1- Installing Anaconda
As it is known, to use Jupyter notebook you will need to install Anaconda. When you install Anconda, you will install conda, Anconda Navigator, Jupyter, python and many other very useful and powerful scientific packages.
To install Anconda on:
- Windows : https://docs.anaconda.com/anaconda/install/windows/
- Mac : https://docs.anaconda.com/anaconda/install/mac-os/
- Linux : https://docs.anaconda.com/anaconda/install/linux/
To check the version of your installed python just type in your Command Prompt:
python — version
You must know that Pyspark works only with python version equal to 2.6 or greater. Thus to upgrade just create new environment in Anaconda Prompt and install the required version using the next command:
# on windows :
conda create — name myenv python=2.6
2- Installing Spark on Windows
To use Spark or Pyspark in your Jupyter notebook you will need to install the next three main elements:
2.1- Java
2.2- Apache Spark
2.3- winutils.exe
2.1- Installing Java
Many applications and websites require java to be installed otherwise they don’t work. Java is fast, secure and reliable. The required Java version for Pyspark is 7 or later.
To verify if Java is installed or not in your computer you can use the next two methods:
* Method 1: Select Start → Control Panel-> Add/Remove Programs
If Java is installed you must find its name there so check if Java is listed among the names of installed softwares like the picture below.
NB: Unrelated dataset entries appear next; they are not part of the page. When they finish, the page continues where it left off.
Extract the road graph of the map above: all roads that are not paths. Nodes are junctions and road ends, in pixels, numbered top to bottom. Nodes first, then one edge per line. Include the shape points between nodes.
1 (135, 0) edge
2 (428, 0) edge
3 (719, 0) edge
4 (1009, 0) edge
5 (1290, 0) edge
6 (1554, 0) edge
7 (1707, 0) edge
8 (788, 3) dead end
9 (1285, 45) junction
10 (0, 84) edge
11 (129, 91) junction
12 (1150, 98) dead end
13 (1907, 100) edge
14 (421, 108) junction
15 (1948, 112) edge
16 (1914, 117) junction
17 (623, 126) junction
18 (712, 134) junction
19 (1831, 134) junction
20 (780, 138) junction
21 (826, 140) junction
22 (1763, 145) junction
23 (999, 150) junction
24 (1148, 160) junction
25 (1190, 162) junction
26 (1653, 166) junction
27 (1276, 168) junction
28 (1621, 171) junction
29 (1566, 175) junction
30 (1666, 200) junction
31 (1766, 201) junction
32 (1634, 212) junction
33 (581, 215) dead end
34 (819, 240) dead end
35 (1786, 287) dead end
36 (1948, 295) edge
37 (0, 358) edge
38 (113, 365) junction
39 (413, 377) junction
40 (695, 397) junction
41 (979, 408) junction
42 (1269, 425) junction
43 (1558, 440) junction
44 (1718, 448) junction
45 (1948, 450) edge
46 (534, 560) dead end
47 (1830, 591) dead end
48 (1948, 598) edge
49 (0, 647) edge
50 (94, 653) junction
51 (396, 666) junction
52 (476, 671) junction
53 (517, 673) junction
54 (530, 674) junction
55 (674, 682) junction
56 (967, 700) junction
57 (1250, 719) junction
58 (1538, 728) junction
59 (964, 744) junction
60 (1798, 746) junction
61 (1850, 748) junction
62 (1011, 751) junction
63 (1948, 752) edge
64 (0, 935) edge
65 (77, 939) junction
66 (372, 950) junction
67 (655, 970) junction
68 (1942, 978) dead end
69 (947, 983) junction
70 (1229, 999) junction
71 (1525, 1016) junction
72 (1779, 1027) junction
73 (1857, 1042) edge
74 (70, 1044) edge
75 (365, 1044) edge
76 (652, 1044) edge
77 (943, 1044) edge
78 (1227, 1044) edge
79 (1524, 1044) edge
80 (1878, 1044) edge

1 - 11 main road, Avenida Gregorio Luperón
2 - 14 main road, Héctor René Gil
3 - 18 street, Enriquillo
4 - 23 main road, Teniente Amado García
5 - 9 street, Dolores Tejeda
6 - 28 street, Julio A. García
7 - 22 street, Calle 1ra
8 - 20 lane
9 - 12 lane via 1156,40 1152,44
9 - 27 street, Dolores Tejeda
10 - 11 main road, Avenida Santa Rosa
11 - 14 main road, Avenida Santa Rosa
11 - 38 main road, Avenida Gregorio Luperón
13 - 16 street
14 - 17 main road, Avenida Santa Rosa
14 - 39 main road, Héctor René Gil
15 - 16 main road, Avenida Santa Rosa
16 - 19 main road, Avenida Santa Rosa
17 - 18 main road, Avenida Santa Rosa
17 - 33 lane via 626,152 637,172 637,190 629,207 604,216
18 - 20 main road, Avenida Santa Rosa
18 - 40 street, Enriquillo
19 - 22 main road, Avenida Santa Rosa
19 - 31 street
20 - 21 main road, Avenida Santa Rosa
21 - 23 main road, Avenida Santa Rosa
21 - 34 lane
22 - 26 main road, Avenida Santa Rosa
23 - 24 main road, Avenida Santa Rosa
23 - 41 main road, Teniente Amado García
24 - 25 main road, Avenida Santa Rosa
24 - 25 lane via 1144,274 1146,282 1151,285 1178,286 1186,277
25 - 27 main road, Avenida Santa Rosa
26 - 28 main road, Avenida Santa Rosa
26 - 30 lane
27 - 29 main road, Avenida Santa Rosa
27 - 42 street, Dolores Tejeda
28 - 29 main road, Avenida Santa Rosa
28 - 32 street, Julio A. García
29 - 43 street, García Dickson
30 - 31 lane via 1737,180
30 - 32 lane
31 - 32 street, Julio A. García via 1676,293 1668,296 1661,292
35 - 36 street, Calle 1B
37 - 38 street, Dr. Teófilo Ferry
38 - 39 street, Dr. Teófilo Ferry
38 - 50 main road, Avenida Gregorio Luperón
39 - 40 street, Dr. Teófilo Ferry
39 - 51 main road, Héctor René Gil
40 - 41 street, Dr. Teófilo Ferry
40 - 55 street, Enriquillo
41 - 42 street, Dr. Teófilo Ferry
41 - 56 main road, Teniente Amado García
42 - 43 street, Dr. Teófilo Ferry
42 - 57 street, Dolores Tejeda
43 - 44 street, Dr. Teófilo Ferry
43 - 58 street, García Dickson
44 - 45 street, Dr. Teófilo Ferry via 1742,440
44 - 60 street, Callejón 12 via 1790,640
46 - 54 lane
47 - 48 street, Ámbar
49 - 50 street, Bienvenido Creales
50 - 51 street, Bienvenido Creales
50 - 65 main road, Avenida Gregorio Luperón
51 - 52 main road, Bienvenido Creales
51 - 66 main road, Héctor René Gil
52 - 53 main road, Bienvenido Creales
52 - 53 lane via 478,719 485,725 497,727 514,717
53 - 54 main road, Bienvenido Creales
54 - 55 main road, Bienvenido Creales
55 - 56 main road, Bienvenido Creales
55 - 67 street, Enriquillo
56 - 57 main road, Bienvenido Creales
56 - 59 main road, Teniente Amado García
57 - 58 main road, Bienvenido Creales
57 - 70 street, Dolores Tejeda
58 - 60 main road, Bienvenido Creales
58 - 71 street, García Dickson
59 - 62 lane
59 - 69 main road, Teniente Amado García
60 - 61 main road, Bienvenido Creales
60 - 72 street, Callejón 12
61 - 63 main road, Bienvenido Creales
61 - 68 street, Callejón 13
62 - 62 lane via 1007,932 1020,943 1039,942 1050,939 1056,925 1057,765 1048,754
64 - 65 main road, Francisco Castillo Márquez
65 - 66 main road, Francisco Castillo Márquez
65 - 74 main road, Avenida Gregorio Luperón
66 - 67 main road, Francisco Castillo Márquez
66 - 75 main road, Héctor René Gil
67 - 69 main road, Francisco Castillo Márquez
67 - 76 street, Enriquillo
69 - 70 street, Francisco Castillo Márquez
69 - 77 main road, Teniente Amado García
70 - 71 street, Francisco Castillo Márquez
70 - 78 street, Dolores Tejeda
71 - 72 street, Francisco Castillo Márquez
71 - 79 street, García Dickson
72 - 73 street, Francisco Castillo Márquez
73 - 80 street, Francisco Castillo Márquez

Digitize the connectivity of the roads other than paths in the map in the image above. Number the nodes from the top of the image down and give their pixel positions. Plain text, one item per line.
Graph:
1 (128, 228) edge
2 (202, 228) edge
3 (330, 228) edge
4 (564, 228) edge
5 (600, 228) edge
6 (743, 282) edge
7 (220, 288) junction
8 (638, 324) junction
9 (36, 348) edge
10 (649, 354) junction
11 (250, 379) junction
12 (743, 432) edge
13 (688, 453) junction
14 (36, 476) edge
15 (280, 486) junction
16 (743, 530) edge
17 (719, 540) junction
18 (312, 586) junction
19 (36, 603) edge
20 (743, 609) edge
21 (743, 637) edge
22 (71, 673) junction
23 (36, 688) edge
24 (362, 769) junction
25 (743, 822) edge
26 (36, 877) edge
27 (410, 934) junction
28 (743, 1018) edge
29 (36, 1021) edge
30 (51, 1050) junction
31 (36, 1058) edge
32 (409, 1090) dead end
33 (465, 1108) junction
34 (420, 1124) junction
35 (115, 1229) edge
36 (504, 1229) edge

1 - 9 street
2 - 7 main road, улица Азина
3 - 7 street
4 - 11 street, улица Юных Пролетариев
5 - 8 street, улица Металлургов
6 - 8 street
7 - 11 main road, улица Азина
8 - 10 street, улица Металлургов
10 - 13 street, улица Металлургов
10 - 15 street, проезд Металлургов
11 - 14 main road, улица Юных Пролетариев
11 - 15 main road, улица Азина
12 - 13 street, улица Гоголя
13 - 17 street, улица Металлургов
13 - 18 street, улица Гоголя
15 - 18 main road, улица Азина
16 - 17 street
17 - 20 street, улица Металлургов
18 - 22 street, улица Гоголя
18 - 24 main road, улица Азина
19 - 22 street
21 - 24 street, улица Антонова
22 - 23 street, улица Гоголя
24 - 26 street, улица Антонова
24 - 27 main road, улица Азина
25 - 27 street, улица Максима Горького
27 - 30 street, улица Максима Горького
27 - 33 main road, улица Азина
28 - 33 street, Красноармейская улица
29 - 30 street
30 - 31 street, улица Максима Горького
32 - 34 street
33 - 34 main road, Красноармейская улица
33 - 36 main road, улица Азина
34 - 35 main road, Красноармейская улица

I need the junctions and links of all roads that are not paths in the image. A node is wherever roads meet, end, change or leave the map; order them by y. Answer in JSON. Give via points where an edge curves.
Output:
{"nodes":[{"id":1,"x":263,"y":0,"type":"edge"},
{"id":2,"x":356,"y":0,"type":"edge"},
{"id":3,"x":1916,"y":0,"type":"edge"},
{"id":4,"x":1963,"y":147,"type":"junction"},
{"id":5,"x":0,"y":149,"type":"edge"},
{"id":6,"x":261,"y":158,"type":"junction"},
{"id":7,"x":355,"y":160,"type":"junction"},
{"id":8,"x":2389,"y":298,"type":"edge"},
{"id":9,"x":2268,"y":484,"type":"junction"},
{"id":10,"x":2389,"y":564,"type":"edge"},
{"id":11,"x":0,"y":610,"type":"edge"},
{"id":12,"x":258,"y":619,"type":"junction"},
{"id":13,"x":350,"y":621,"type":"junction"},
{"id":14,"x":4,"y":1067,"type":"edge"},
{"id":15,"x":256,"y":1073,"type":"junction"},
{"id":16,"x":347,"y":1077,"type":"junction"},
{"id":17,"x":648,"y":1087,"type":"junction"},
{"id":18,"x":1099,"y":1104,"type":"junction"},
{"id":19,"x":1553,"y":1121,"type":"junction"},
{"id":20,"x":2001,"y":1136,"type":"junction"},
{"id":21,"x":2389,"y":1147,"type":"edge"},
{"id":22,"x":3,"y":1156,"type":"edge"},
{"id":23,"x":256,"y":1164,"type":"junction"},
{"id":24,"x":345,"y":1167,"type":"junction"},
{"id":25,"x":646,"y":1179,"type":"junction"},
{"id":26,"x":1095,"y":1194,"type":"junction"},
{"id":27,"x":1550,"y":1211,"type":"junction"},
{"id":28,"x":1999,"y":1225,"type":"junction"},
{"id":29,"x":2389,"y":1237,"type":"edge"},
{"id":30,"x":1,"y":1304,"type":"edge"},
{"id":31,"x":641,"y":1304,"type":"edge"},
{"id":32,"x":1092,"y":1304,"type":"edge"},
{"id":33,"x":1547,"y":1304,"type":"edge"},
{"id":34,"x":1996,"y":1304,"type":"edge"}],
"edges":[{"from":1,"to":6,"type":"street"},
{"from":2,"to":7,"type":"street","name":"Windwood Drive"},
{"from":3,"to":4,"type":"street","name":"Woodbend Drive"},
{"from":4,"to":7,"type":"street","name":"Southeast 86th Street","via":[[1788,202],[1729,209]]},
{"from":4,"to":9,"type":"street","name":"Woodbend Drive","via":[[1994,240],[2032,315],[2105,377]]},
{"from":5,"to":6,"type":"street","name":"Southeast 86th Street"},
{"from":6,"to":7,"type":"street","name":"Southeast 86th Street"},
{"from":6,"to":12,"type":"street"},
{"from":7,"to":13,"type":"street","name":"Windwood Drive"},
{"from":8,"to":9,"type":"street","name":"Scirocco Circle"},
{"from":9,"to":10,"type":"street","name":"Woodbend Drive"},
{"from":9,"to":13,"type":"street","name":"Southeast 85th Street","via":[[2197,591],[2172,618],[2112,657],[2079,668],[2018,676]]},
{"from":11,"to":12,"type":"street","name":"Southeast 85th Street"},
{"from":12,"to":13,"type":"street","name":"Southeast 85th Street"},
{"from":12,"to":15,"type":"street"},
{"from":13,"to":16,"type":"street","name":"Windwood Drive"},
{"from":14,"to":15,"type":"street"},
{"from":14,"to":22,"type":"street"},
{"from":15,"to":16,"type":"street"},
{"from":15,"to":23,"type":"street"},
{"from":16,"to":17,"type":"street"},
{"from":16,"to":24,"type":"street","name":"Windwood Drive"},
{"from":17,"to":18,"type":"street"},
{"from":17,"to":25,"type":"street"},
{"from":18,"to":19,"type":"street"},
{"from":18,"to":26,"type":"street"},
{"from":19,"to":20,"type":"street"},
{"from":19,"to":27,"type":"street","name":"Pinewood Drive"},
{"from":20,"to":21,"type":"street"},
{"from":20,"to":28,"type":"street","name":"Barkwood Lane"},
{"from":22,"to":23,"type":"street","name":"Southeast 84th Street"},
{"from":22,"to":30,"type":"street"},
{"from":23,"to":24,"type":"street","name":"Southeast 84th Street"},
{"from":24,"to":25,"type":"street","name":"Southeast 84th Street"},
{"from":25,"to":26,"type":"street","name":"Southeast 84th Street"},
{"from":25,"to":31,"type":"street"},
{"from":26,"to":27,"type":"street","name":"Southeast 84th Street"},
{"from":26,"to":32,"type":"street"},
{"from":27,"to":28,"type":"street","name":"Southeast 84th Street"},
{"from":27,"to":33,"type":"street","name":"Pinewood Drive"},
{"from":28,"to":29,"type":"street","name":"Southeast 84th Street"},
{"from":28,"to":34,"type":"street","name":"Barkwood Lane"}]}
*Method 2: in your Command Prompt type the next command to check the installed Java version. However, be sure that you are in the correct Java path otherwise it will not work for you so go to your Java.exe file using:
cd your java path
java -version # after finding your Java.exe type this
If Java is not installed you will get the next sentence
‘java’ is not recognized as an internal or external command, operable program or batch file.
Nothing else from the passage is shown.